= Exercise brief =
The answer must consist of each line of the records below that contains the string "Rajpath".

= Dataset records =
──────
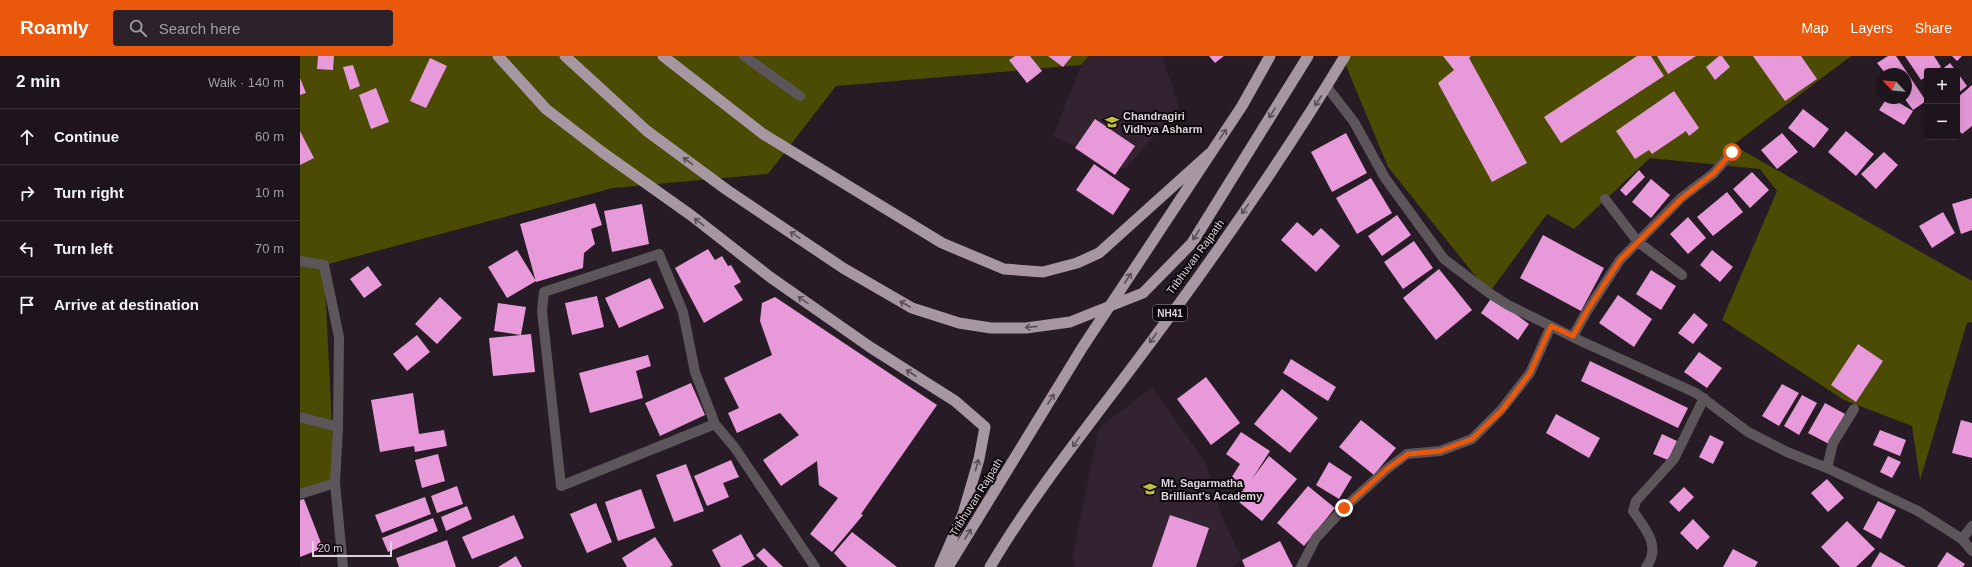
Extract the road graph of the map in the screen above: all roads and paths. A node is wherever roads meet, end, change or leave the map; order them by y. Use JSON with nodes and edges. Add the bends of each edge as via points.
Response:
{"nodes":[{"id":1,"x":498,"y":56,"type":"edge"},
{"id":2,"x":565,"y":56,"type":"edge"},
{"id":3,"x":663,"y":56,"type":"edge"},
{"id":4,"x":744,"y":56,"type":"edge"},
{"id":5,"x":1270,"y":56,"type":"edge"},
{"id":6,"x":1308,"y":56,"type":"edge"},
{"id":7,"x":1345,"y":56,"type":"edge"},
{"id":8,"x":1327,"y":87,"type":"junction"},
{"id":9,"x":800,"y":96,"type":"dead end"},
{"id":10,"x":1732,"y":152,"type":"dead end"},
{"id":11,"x":1208,"y":154,"type":"junction"},
{"id":12,"x":1605,"y":199,"type":"dead end"},
{"id":13,"x":1638,"y":242,"type":"junction"},
{"id":14,"x":300,"y":262,"type":"edge"},
{"id":15,"x":1682,"y":275,"type":"dead end"},
{"id":16,"x":1551,"y":326,"type":"junction"},
{"id":17,"x":1573,"y":336,"type":"junction"},
{"id":18,"x":1704,"y":398,"type":"junction"},
{"id":19,"x":1854,"y":409,"type":"dead end"},
{"id":20,"x":300,"y":417,"type":"edge"},
{"id":21,"x":715,"y":424,"type":"junction"},
{"id":22,"x":338,"y":426,"type":"junction"},
{"id":23,"x":1827,"y":468,"type":"junction"},
{"id":24,"x":335,"y":483,"type":"junction"},
{"id":25,"x":300,"y":494,"type":"edge"},
{"id":26,"x":1972,"y":526,"type":"edge"},
{"id":27,"x":1962,"y":539,"type":"junction"},
{"id":28,"x":1972,"y":551,"type":"edge"},
{"id":29,"x":343,"y":567,"type":"edge"},
{"id":30,"x":815,"y":567,"type":"edge"},
{"id":31,"x":940,"y":567,"type":"edge"},
{"id":32,"x":948,"y":567,"type":"edge"},
{"id":33,"x":990,"y":567,"type":"edge"},
{"id":34,"x":1301,"y":567,"type":"edge"},
{"id":35,"x":1646,"y":567,"type":"edge"}],
"edges":[{"from":31,"to":1,"type":"highway","one_way":true,"via":[[963,514],[985,427],[955,401],[776,281],[692,216],[602,152],[546,109]]},
{"from":6,"to":2,"type":"highway","one_way":true,"via":[[1192,243],[1143,293],[1070,322],[1026,328],[991,328],[959,323],[912,308],[843,268],[727,190],[647,131]]},
{"from":3,"to":11,"type":"highway","via":[[763,134],[942,243],[1004,270],[1043,272],[1077,264],[1099,253]]},
{"from":4,"to":9,"type":"street"},
{"from":11,"to":5,"type":"highway","name":"Tribhuvan Rajpath","one_way":true,"via":[[1242,106]]},
{"from":7,"to":8,"type":"highway","name":"Tribhuvan Rajpath","number":"NH41"},
{"from":8,"to":16,"type":"street","via":[[1354,122],[1385,178],[1444,259],[1508,305]]},
{"from":8,"to":33,"type":"highway","name":"Tribhuvan Rajpath","number":"NH41","one_way":true,"via":[[1276,166],[1083,432]]},
{"from":10,"to":13,"type":"street","via":[[1714,173],[1682,198]]},
{"from":32,"to":11,"type":"highway","name":"Tribhuvan Rajpath","one_way":true,"via":[[1082,348]]},
{"from":12,"to":13,"type":"street"},
{"from":13,"to":15,"type":"street"},
{"from":13,"to":17,"type":"street","via":[[1620,260]]},
{"from":14,"to":22,"type":"street","via":[[324,265],[339,337]]},
{"from":16,"to":17,"type":"street"},
{"from":16,"to":34,"type":"street","via":[[1530,373],[1502,410],[1472,439],[1440,451],[1408,454],[1387,469],[1316,538]]},
{"from":17,"to":18,"type":"street"},
{"from":18,"to":23,"type":"street","via":[[1748,432],[1787,452]]},
{"from":18,"to":35,"type":"street","via":[[1674,459],[1636,501],[1633,511],[1653,544],[1652,560]]},
{"from":19,"to":23,"type":"street","via":[[1833,443]]},
{"from":20,"to":22,"type":"street"},
{"from":21,"to":21,"type":"street","via":[[561,486],[542,311],[544,292],[659,254],[683,312],[695,372]]},
{"from":21,"to":30,"type":"street","via":[[735,448]]},
{"from":22,"to":24,"type":"street"},
{"from":23,"to":27,"type":"street","via":[[1918,511]]},
{"from":24,"to":25,"type":"street"},
{"from":24,"to":29,"type":"street"},
{"from":26,"to":27,"type":"street"},
{"from":27,"to":28,"type":"street"}]}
──────
= Your response =
{"from":11,"to":5,"type":"highway","name":"Tribhuvan Rajpath","one_way":true,"via":[[1242,106]]},
{"from":7,"to":8,"type":"highway","name":"Tribhuvan Rajpath","number":"NH41"},
{"from":8,"to":33,"type":"highway","name":"Tribhuvan Rajpath","number":"NH41","one_way":true,"via":[[1276,166],[1083,432]]},
{"from":32,"to":11,"type":"highway","name":"Tribhuvan Rajpath","one_way":true,"via":[[1082,348]]},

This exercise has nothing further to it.